Service is a named abstraction of software service (for example, mysql) consisting of local port (for example 3306) that the proxy listens on, and the selector that determines which pods will answer requests sent through the proxy.
ServiceAccount binds together: * a name, understood by users, and perhaps by peripheral systems, for an identity * a principal that can be authenticated and authorized * a set of secrets.
ServiceAccountTokenProjection represents a projected service account token volume. This projection can be used to insert a service account token into the pods runtime filesystem for use against APIs (Kubernetes API Server or otherwise).
StatefulSetUpdateStrategy indicates the strategy that the StatefulSet controller will use to perform updates. It includes any additional parameters necessary to perform the update for the indicated strategy.
StatusDetails is a set of additional properties that MAY be set by the server to provide additional information about a response. The Reason field of a Status object defines what attributes will be set. Clients must ignore fields that do not match the defined type of each attribute, and should assume that any attribute may be empty, invalid, or under defined.

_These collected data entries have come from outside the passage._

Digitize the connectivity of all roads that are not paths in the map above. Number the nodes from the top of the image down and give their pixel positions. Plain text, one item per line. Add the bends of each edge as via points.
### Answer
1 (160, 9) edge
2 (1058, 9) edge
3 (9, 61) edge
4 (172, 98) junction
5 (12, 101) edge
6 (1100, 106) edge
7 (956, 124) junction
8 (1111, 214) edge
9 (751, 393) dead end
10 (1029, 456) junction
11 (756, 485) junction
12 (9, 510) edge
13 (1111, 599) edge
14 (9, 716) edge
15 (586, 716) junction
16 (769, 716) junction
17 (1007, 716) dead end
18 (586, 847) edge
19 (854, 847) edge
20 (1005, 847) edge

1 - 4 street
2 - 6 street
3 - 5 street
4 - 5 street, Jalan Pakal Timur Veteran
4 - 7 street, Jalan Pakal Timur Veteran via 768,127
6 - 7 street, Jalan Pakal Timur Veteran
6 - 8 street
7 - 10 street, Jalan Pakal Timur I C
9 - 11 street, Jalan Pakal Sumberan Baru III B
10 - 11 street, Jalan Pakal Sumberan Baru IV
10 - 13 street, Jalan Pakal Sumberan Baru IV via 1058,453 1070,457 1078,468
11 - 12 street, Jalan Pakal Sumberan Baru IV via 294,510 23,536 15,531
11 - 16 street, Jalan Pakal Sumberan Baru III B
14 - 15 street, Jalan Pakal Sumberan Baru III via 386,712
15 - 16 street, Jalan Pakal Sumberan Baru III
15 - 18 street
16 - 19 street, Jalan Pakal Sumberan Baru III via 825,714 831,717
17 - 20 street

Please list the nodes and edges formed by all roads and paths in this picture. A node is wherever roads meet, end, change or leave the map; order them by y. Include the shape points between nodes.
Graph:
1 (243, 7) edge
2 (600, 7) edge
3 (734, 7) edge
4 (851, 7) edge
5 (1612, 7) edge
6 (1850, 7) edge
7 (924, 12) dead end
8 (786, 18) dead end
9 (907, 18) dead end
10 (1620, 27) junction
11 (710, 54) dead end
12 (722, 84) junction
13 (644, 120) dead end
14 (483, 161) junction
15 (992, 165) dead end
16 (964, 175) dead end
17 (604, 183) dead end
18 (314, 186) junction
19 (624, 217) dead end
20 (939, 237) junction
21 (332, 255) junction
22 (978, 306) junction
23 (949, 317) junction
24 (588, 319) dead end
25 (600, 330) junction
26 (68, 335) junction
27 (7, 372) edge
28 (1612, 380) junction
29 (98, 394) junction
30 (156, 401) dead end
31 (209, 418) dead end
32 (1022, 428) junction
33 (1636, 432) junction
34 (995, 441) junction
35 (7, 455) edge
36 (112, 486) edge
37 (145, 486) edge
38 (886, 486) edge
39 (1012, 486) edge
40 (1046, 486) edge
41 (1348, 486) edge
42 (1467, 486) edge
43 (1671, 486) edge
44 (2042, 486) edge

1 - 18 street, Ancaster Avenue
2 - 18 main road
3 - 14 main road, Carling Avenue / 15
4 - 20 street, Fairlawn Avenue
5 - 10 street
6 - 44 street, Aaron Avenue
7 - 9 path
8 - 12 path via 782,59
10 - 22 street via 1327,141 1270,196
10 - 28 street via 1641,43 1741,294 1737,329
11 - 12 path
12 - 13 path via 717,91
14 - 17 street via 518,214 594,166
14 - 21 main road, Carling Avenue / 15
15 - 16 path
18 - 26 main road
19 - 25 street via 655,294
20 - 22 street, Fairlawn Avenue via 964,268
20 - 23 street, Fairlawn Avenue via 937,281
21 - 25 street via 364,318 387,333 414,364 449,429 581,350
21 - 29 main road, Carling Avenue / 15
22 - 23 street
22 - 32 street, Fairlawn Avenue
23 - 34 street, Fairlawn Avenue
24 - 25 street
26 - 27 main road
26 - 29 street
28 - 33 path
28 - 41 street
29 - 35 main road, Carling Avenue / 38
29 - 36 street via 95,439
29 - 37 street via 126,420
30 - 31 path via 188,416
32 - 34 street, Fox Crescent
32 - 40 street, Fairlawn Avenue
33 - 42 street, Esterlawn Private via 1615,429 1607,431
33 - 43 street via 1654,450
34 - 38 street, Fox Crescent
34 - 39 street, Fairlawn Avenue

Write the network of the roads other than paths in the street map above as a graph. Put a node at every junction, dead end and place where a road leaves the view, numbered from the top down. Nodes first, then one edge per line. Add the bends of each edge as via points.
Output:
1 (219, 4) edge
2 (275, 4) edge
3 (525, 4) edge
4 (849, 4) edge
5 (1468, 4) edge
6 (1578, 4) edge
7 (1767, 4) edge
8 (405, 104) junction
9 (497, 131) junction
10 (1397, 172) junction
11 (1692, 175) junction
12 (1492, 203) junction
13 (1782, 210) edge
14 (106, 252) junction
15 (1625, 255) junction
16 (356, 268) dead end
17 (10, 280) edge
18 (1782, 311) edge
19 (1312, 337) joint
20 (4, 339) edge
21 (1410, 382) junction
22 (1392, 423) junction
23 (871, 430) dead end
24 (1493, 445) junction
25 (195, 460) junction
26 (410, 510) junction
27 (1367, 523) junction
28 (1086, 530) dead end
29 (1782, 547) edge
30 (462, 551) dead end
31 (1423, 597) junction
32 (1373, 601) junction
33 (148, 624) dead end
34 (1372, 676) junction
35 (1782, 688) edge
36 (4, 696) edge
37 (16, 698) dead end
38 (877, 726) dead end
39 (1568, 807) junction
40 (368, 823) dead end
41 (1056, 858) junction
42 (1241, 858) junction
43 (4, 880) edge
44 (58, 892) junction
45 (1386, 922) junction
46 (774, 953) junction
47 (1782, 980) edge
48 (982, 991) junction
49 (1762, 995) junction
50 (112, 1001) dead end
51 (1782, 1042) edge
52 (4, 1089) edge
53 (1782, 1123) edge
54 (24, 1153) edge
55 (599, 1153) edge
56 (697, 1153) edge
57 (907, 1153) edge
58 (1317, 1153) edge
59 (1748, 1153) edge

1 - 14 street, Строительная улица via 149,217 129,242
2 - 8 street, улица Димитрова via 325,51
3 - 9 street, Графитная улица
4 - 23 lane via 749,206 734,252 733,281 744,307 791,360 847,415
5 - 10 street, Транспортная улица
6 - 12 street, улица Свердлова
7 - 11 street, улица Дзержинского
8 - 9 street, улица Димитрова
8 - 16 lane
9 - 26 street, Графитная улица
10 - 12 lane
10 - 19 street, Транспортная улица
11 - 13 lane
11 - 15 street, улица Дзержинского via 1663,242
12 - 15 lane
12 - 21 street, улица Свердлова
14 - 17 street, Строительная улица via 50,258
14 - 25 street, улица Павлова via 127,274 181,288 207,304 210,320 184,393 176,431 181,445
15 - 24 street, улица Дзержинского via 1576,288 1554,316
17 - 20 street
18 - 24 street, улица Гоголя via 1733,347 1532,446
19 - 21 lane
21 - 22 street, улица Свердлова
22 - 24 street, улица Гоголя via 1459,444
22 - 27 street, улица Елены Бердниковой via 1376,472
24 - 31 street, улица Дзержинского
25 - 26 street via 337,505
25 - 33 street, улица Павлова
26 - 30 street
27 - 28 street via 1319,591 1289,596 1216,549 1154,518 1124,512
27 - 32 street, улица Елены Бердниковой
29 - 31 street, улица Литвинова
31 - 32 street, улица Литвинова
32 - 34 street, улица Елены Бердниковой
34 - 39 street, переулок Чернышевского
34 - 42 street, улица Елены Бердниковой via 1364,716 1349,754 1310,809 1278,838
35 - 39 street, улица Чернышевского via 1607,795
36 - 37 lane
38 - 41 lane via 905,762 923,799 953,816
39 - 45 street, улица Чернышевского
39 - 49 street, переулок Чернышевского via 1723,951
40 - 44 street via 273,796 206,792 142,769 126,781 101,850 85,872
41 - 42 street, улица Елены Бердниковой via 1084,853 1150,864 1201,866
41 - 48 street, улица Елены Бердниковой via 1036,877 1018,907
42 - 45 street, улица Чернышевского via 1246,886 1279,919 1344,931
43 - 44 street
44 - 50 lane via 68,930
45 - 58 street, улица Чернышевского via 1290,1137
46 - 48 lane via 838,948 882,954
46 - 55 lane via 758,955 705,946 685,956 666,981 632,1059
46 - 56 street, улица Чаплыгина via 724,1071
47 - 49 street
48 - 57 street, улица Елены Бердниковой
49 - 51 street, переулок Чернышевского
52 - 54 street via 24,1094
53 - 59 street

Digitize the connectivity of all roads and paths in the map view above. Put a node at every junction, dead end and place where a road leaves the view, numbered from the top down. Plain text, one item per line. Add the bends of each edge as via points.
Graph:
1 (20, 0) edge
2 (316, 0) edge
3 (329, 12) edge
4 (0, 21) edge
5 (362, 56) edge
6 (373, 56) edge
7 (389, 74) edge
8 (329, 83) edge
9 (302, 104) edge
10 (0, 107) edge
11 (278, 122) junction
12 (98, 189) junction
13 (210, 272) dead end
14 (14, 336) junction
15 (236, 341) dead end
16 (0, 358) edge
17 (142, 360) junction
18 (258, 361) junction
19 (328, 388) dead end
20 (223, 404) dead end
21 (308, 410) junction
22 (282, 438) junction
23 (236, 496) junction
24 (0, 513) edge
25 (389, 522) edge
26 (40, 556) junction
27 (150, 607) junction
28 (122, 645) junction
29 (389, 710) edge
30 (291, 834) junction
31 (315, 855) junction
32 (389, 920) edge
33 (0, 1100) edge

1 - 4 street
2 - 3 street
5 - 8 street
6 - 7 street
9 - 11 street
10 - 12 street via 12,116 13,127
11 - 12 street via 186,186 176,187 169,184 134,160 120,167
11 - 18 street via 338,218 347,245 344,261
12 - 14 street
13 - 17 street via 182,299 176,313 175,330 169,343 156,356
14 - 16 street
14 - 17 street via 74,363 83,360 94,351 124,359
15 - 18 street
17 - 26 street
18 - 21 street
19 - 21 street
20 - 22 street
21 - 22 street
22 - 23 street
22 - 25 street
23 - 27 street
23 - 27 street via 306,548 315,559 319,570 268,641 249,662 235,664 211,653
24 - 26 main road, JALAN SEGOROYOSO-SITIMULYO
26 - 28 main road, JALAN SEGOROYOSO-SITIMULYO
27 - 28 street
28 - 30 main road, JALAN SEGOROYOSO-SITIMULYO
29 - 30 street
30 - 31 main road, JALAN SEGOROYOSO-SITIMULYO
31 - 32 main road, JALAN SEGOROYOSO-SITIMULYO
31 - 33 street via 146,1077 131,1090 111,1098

Subject contains a reference to the object or user identities a role binding applies to. This can either hold a direct API object reference, or a value for non-objects such as user and group names.
SubjectAccessReviewSpec is a description of the access request. Exactly one of ResourceAuthorizationAttributes and NonResourceAuthorizationAttributes must be set.
SubjectRulesReviewStatus contains the result of a rules check. This check can be incomplete depending on the set of authorizers the server is configured with and any errors experienced during evaluation. Because authorization rules are additive, if a rule appears in a list it's safe to assume the subject has that permission, even if that list is incomplete.
TokenReview attempts to authenticate a token to a known user. Note: TokenReview requests may be cached by the webhook token authenticator plugin in the kube-apiserver.
A topology selector term represents the result of label queries. A null or empty topology selector term matches no objects. The requirements of them are ANDed. It provides a subset of functionality as NodeSelectorTerm. This is an alpha feature and may change in the future.
VolumeAttachmentSource represents a volume that should be attached. Right now only PersistenVolumes can be attached via external attacher, in future we may allow also inline volumes in pods. Exactly one member can be set.